On 9 July 2023, Pope Francis announced he planned to create him a cardinal at a consistory scheduled for 30 September 2023. At that consistory, he was made Cardinal-Priest of Sant'Onofrio, the official church of the Order of the Holy Sepulchre.

After the death of Pope Francis, he was considered papabile, (possible candidate to be made pope) at the 2025 conclave. Analysts believe his international expertise and tendency to stay away from divisive doctrinal issues may have aided his chances, but his relatively young age could have made him being chosen as pope unlikely. Cardinal Robert Prevost was eventually chosen as pope, taking the name Leo XIV.

In June and July 2025, Pope Leo XIV appointed Cardinal Pizzaballa, in addition to his role as Latin Patriarch, as a member of the Roman Curia, the Vatican's governing body. Pizzaballa was selected as a cardinal member of two dicasteries (ministries): the Dicastery for Institutes of Consecrated Life and Societies of Apostolic Life which is responsible for all Catholic religious and lay orders, societies, congregations as well as institutes and the Dicastery for Interreligious Dialogue.

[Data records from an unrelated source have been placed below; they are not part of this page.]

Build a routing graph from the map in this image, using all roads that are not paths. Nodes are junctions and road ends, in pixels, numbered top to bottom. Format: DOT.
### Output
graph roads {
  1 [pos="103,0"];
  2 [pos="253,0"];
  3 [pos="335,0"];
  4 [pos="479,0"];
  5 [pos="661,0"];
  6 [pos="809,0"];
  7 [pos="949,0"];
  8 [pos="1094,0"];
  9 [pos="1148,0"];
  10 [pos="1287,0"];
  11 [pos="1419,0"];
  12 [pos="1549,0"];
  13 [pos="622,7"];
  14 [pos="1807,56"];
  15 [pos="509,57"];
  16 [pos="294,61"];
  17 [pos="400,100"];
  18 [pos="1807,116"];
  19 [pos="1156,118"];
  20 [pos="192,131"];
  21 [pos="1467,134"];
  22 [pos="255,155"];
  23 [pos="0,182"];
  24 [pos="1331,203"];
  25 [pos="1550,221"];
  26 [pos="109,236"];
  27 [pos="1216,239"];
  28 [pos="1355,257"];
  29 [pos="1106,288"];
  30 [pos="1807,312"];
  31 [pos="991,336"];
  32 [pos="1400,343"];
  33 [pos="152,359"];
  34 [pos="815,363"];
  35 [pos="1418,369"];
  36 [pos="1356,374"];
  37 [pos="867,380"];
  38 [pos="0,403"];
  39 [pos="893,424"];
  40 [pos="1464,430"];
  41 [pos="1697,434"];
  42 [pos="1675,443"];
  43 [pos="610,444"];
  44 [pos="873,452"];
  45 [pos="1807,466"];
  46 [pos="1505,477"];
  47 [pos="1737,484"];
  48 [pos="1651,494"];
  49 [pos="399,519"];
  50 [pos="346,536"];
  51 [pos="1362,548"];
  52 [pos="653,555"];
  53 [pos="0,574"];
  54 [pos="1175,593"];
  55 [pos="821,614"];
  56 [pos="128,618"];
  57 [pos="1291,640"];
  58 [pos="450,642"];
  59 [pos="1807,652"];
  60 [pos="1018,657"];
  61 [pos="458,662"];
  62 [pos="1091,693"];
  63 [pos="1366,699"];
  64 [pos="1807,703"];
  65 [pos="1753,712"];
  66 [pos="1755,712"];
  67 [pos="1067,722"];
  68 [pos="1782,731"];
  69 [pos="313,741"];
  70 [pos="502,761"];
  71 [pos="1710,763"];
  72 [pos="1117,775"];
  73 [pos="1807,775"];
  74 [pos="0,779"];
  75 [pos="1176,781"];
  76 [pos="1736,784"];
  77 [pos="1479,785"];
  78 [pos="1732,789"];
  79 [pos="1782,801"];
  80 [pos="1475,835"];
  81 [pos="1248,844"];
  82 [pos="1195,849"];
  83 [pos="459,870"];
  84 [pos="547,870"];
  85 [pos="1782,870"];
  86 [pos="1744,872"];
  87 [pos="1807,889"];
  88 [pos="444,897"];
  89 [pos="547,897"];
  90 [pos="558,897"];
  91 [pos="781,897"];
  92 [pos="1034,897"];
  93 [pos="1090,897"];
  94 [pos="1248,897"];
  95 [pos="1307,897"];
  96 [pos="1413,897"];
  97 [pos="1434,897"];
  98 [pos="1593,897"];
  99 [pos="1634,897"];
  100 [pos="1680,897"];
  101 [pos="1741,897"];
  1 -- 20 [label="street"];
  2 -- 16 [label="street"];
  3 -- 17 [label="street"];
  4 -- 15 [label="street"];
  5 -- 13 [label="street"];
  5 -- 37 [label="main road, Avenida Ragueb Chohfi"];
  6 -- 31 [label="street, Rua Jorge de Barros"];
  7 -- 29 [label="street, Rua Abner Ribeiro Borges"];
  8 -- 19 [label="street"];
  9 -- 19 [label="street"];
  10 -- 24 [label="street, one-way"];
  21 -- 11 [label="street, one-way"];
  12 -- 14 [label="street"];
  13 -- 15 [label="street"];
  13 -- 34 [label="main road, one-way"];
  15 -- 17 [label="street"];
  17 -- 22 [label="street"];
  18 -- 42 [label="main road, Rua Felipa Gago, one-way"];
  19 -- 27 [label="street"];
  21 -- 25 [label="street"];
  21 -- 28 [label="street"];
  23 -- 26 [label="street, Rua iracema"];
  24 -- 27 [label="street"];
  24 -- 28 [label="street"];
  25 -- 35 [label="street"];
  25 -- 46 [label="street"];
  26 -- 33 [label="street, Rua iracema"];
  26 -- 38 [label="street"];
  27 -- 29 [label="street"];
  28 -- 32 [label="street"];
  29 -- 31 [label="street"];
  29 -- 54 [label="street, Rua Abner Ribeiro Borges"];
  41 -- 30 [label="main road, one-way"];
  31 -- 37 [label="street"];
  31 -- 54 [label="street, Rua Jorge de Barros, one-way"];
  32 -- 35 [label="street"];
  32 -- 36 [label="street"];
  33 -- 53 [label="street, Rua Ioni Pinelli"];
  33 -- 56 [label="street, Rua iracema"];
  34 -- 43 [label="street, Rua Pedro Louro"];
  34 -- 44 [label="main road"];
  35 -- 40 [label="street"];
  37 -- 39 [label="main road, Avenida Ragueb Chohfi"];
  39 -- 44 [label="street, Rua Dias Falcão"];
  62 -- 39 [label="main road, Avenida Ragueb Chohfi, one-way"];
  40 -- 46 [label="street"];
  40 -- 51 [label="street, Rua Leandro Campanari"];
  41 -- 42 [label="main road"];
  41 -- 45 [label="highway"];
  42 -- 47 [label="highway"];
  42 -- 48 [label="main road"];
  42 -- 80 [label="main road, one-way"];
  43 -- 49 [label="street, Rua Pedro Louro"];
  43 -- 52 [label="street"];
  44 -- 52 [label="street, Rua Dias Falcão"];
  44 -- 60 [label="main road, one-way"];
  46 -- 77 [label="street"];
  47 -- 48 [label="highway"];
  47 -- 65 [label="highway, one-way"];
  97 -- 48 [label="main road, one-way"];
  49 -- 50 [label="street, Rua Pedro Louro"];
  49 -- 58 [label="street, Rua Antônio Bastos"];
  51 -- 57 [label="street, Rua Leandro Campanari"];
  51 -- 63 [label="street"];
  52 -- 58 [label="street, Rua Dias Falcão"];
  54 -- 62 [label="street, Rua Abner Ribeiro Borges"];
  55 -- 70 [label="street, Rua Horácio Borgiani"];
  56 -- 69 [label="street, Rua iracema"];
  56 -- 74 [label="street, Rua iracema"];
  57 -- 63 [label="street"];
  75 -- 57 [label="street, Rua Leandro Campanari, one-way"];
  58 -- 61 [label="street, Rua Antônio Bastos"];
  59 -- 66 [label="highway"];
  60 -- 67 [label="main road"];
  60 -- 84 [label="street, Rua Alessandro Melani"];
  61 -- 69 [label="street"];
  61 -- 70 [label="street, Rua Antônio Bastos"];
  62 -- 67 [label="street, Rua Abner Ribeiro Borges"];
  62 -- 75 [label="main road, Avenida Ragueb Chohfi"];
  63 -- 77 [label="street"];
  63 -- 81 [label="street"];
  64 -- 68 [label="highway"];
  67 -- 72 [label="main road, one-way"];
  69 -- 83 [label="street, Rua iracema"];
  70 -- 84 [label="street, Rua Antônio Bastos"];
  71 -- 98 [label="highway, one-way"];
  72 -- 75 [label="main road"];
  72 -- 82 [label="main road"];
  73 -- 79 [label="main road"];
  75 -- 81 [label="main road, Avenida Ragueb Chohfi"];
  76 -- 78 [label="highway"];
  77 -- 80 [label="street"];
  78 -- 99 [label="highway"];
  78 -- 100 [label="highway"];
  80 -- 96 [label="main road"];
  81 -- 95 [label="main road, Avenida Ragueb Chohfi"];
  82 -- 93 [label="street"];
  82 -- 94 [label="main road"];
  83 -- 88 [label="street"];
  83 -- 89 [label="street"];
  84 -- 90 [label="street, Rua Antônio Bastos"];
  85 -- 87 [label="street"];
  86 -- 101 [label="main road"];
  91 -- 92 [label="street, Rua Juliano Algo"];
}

On 29 March 2026, Pizzaballa was blocked by Israeli police for "security reasons" as part of Israel's ban on gatherings of more than 50 people while he was preparing to celebrate Palm Sunday Mass at the Church of the Holy Sepulchre. The Latin Patriarchate of Jerusalem released a statement declaring that "this incident is a grave precedent" and "constitutes a manifestly unreasonable and grossly disproportionate measure". Prime Minister Benjamin Netanyahu told the relevant authorities later that day that Pizzaballa "be granted full and immediate access" to the church.

==Positions==
In the leadup to the 2025 papal conclave, it was described that Pizzaballa had not stated clear positions on many contentious issues within the Catholic Church. According to Crux, a newspaper focusing on the Catholic Church, Pizzaballa's stances on things like "the blessing of people in same-sex unions or the ordination of women deacons [are] something of a mystery."

=== Arab–Israel conflict ===
Pizzaballa condemned the October 7 attacks by Hamas as "barbaric" and "horrific". He described the "barbarism of Hamas" as "unacceptable and incomprehensible", saying that it had brought back "a state of war" which in its quality surpassed what had been seen in the Holy Land in recent times. He offered himself as a hostage in exchange for Israeli children kidnapped on 7 October and held hostage in Gaza.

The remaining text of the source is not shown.